The U.K.-based Energy Technologies Institute (ETI) has invested 15.5 million British pounds in a project that aims to build the world's longest wind turbine blades.
For the project, the ETI will partner with Blade Dynamics to develop and demonstrate the new wind turbine design. As part of the project, the ETI will become an equity investor in the Isle of Wight-based blade developer, allowing the company to grow its workforce by up to one-third in the short to medium term.
Blade Dynamics will construct blades between 80 and 100 meters long, incorporating carbon fiber rather than conventional fiber glass. This compares with the 60- to 75-meter offshore wind blades currently being deployed.
Blade Dynamics' design and manufacturing processes construct blades through the assembly of smaller, more accurate and easily manufactured component pieces, rather than from extremely large and expensive full-length moldings, the company explains.
The intended end use for the blade technology is on the next generation of 8 MW to 10 MW offshore wind turbines that are currently under development.

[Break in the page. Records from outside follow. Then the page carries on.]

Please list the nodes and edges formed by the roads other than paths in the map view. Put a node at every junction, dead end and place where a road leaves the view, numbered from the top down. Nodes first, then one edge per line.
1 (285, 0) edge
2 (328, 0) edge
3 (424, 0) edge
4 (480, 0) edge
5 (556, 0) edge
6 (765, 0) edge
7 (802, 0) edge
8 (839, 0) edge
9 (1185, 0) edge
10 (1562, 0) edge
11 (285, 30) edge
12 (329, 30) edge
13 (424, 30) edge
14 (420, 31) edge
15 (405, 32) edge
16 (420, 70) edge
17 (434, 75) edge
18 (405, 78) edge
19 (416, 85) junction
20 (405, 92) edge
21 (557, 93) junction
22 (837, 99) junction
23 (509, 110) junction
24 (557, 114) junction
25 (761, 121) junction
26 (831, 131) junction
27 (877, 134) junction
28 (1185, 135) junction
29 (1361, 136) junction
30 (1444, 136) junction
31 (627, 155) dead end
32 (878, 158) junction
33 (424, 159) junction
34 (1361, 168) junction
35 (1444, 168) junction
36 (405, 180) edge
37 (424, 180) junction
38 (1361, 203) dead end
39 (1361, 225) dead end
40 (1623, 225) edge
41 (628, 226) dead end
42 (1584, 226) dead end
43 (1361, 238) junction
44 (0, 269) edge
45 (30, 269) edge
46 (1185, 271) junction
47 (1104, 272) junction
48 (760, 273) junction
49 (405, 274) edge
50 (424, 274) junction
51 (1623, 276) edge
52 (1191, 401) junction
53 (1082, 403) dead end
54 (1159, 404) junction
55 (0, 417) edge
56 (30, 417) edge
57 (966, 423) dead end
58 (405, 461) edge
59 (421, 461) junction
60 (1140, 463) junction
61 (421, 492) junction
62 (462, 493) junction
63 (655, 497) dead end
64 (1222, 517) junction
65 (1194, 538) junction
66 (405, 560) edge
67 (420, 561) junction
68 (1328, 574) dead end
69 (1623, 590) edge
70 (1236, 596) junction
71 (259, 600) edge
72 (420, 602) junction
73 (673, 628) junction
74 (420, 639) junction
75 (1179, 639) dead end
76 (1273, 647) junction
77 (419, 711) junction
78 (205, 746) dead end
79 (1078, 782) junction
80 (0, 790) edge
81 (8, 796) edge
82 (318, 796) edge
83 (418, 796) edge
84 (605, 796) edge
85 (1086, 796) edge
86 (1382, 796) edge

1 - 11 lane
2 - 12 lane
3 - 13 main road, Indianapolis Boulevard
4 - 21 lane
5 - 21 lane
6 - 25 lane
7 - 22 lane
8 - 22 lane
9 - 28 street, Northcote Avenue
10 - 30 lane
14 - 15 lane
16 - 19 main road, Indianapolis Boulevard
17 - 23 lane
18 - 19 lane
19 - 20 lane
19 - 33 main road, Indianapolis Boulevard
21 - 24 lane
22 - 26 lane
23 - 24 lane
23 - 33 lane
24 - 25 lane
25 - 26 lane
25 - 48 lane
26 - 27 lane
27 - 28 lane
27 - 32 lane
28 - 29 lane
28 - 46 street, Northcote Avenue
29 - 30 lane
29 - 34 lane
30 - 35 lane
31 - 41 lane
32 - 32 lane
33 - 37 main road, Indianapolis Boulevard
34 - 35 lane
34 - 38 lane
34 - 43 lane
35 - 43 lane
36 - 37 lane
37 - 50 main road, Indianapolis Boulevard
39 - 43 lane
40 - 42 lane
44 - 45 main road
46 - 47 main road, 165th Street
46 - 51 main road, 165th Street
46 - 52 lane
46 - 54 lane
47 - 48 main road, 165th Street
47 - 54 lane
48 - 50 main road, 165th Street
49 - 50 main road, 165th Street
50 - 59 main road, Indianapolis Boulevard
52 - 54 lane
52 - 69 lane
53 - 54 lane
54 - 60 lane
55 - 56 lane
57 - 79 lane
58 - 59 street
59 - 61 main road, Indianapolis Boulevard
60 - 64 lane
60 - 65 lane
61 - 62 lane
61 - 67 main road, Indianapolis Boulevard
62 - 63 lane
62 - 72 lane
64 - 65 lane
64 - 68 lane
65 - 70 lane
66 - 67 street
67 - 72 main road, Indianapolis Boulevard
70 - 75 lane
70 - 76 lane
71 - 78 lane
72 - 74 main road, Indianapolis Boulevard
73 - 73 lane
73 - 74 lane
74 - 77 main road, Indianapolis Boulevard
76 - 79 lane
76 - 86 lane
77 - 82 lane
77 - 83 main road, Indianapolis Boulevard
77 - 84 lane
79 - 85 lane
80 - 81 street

The first stage of the project will focus on blade design in collaboration with an unnamed turbine manufacturer. The project will also test detailed design and manufacturing technologies.
The second stage will establish and demonstrate the proposed manufacturing processes on blades designed for a current 6 MW turbine. A design will also be developed for blades for future 8 MW to 10 MW wind turbines. The final project stages are intended to test and verify the prototype blade performance against the predicted performance.
The new blades are expected to enter production by late 2014.